Wisconsin Gov. Scott Walker said Thursday that he believes an open convention would likely produce a nominee not currently running for the White House.
"I think if it’s an open convention, it’s very likely it would be someone who’s not currently running," Walker told reporters, according to local newspaper The Cap Times. "I mean, who knows."
Wisconsin Gov. Scott Walker, a member of the executive committee of the National Governors Association, speaks to the media after meeting with President Barack Obama at the White House Tuesday, Jan. 14, 2014, in Washington. (AP Photo/Jacquelyn Martin)
"The one thing I qualify — it’s like the qualifications you see on those ads you see for car dealerships. I think any of us who comment on this election have to qualify that almost every prediction’s been off, so it’s hard to predict anything," he added.

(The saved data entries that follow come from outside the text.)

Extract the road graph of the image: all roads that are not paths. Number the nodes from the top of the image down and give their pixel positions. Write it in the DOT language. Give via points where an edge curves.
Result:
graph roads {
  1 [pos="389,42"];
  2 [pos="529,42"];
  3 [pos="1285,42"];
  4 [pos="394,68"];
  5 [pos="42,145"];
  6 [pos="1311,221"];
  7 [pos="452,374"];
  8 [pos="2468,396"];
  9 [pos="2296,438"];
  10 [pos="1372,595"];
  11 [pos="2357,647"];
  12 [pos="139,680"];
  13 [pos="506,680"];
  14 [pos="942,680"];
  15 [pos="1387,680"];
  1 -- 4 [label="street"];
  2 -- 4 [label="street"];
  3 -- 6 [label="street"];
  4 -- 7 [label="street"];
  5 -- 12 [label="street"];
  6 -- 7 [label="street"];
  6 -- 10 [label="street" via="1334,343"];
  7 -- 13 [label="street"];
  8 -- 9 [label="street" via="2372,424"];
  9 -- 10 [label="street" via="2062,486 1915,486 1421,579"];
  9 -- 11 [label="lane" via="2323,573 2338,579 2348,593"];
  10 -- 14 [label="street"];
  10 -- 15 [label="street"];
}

Walker is not the first to theorize a candidate not in the running could be selected. Some have tossed out House Speaker Paul Ryan (R-Wisc.) as a possibility, while radio talk show host Rush Limbaugh suggested the establishment would move to select former Florida Gov. Jeb Bush.

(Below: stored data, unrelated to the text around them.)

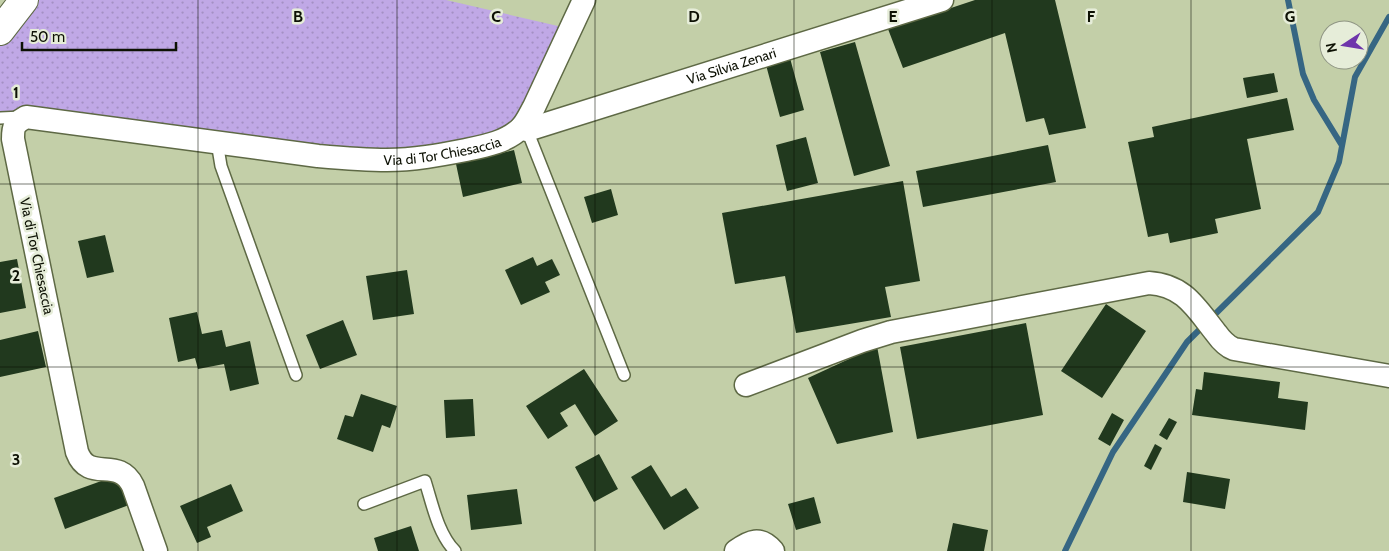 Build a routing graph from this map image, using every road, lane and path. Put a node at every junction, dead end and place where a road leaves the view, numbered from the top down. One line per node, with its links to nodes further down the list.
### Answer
1 (24, 0): 4 (highway)
2 (584, 0): 7 (street, Via di Tor Chiesaccia)
3 (942, 0): 7 (street, Via Silvia Zenari)
4 (0, 31)
5 (26, 117): 6 (lane); 8 (street, Via di Tor Chiesaccia); 14 (street, Via di Tor Chiesaccia)
6 (0, 118)
7 (524, 128): 8 (street, Via di Tor Chiesaccia); 9 (lane)
8 (217, 142): 10 (lane)
9 (624, 374)
10 (296, 375)
11 (1389, 376): 12 (street)
12 (746, 385)
13 (364, 504): 15 (lane)
14 (156, 551)
15 (455, 551)
16 (736, 551): 17 (street)
17 (773, 551) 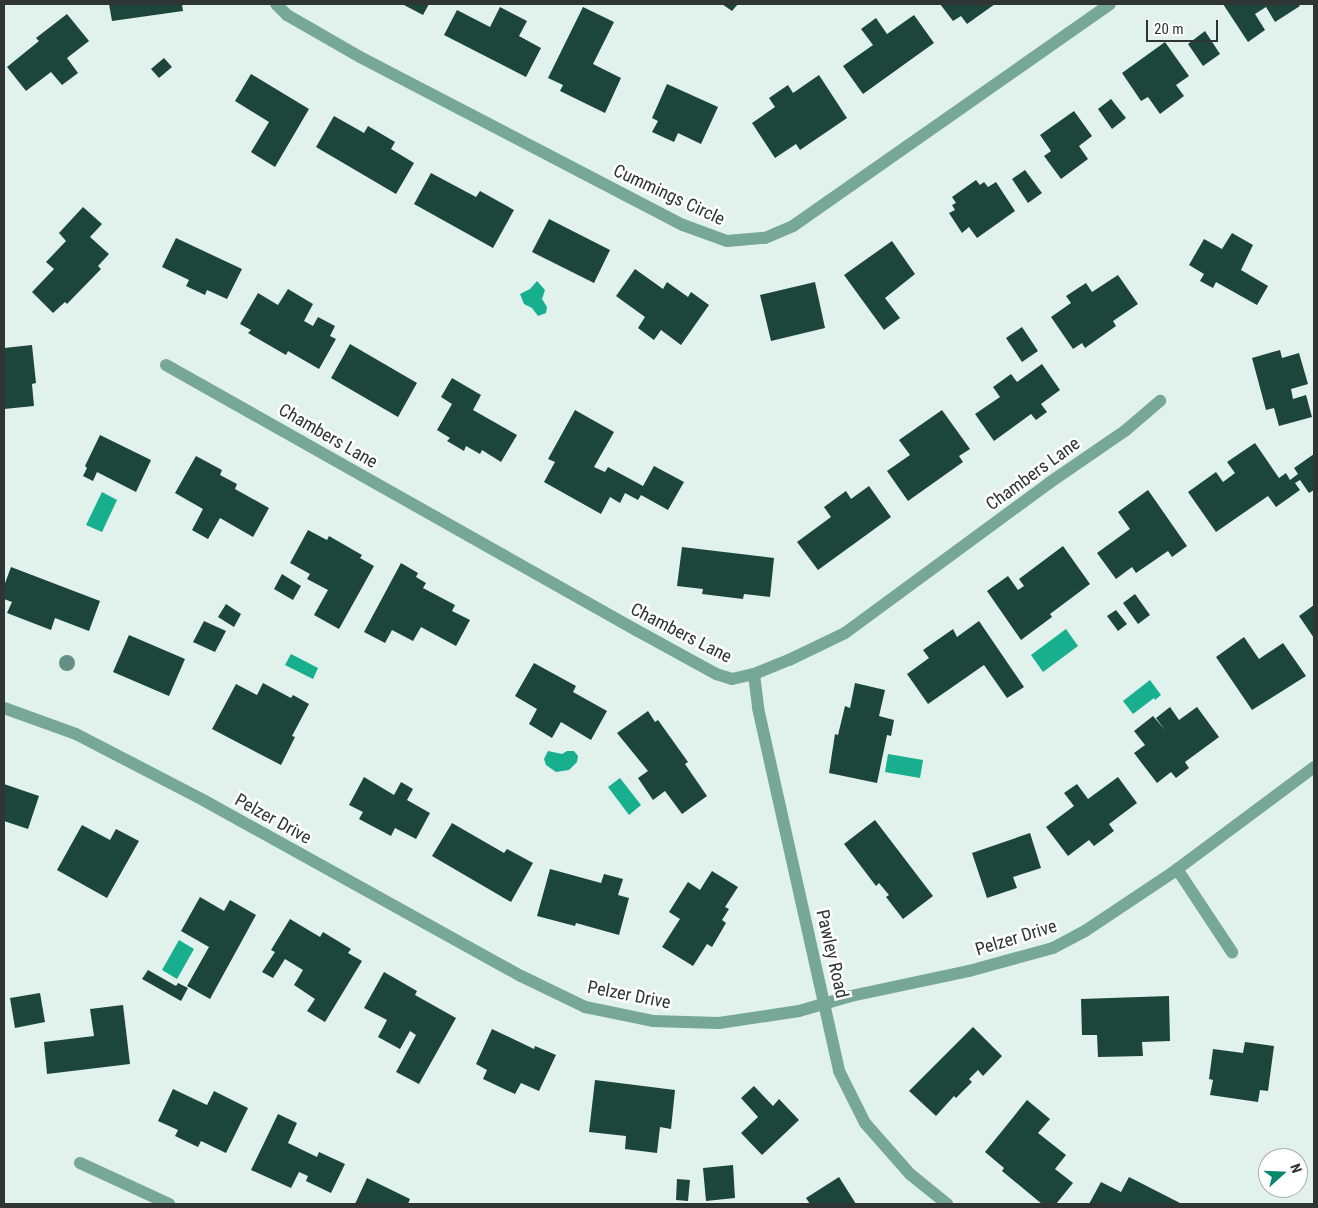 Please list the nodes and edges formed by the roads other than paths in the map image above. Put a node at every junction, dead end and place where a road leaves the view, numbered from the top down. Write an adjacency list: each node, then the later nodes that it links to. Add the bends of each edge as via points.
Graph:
1 (276, 4): 2 (street, Cummings Circle, via 286,14 368,61 683,225 727,241 765,238 793,226)
2 (1110, 4)
3 (166, 365): 5 (street, Chambers Lane, via 716,674 732,679)
4 (1160, 401): 5 (street, Chambers Lane, via 1126,430 845,633)
5 (754, 674): 10 (street, Pawley Road, via 758,708)
6 (4, 708): 10 (street, Pelzer Drive, via 76,734 205,801 480,955 585,1007 653,1021 719,1023 799,1011)
7 (1314, 767): 8 (street, Pelzer Drive)
8 (1177, 869): 9 (street); 10 (street, Pelzer Drive, via 1086,931 1053,948 969,971)
9 (1232, 952)
10 (825, 1003): 13 (street, Pawley Road, via 839,1071 865,1123 910,1174)
11 (80, 1162): 12 (street)
12 (169, 1204)
13 (947, 1204) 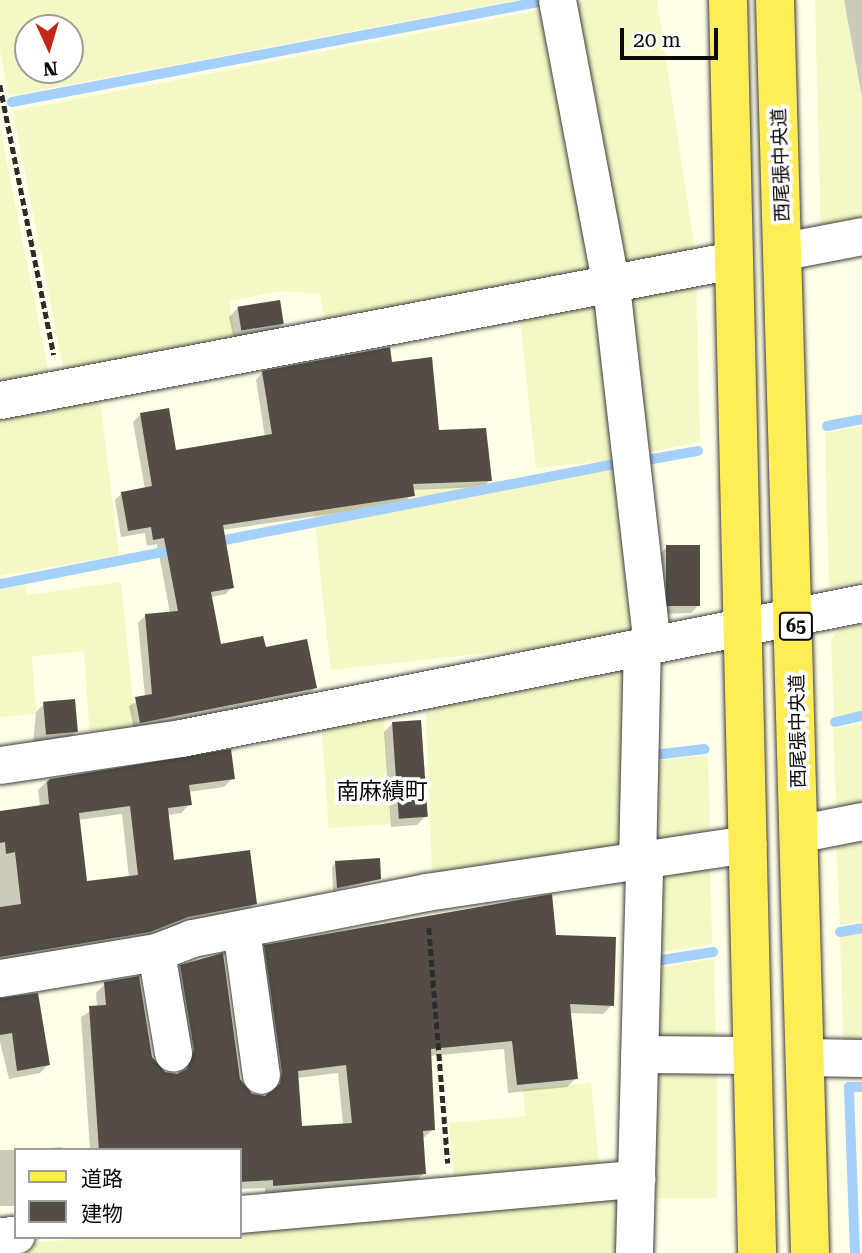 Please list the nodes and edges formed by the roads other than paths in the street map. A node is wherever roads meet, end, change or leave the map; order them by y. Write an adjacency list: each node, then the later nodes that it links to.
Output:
1 (557, 0): 7 (street)
2 (728, 0): 6 (main road)
3 (775, 0): 5 (main road, 西尾張中央道 / 65)
4 (862, 236): 5 (street)
5 (784, 251): 10 (main road, 西尾張中央道 / 65)
6 (733, 260): 7 (street); 11 (main road)
7 (611, 286): 8 (street); 12 (street)
8 (0, 400)
9 (862, 603): 10 (street)
10 (796, 616): 11 (street); 15 (main road, 西尾張中央道 / 65)
11 (741, 626): 12 (street); 16 (main road)
12 (647, 645): 13 (street); 17 (street)
13 (0, 765)
14 (862, 821): 15 (street)
15 (801, 833): 24 (main road, 西尾張中央道 / 65)
16 (747, 844): 17 (street); 23 (main road)
17 (640, 862): 18 (street); 22 (street)
18 (241, 929): 19 (street); 26 (street)
19 (156, 952): 20 (street); 21 (street)
20 (0, 978)
21 (173, 1053)
22 (639, 1054): 23 (street); 27 (street)
23 (752, 1055): 30 (main road)
24 (805, 1057): 25 (street); 31 (main road, 西尾張中央道 / 65)
25 (862, 1058)
26 (261, 1075)
27 (636, 1178): 28 (street); 29 (street)
28 (242, 1214)
29 (634, 1253)
30 (757, 1253)
31 (810, 1253)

Walker, seen as an early favorite for the GOP nomination before Donald Trump jumped in the race, added that he will decide whether he will endorse within the coming days. Earlier this week, he hinted the candidate might be Sen. Ted Cruz (R-Texas).
“If you’re someone who is uneasy with the front-runner right now, there’s really only one candidate I think if you’re just looking at the numbers objectively,” Walker said. “Sen. Ted Cruz is the only one who’s got a chance other than Donald Trump to win the nomination, statistically, and my friend Gov. Kasich cannot.”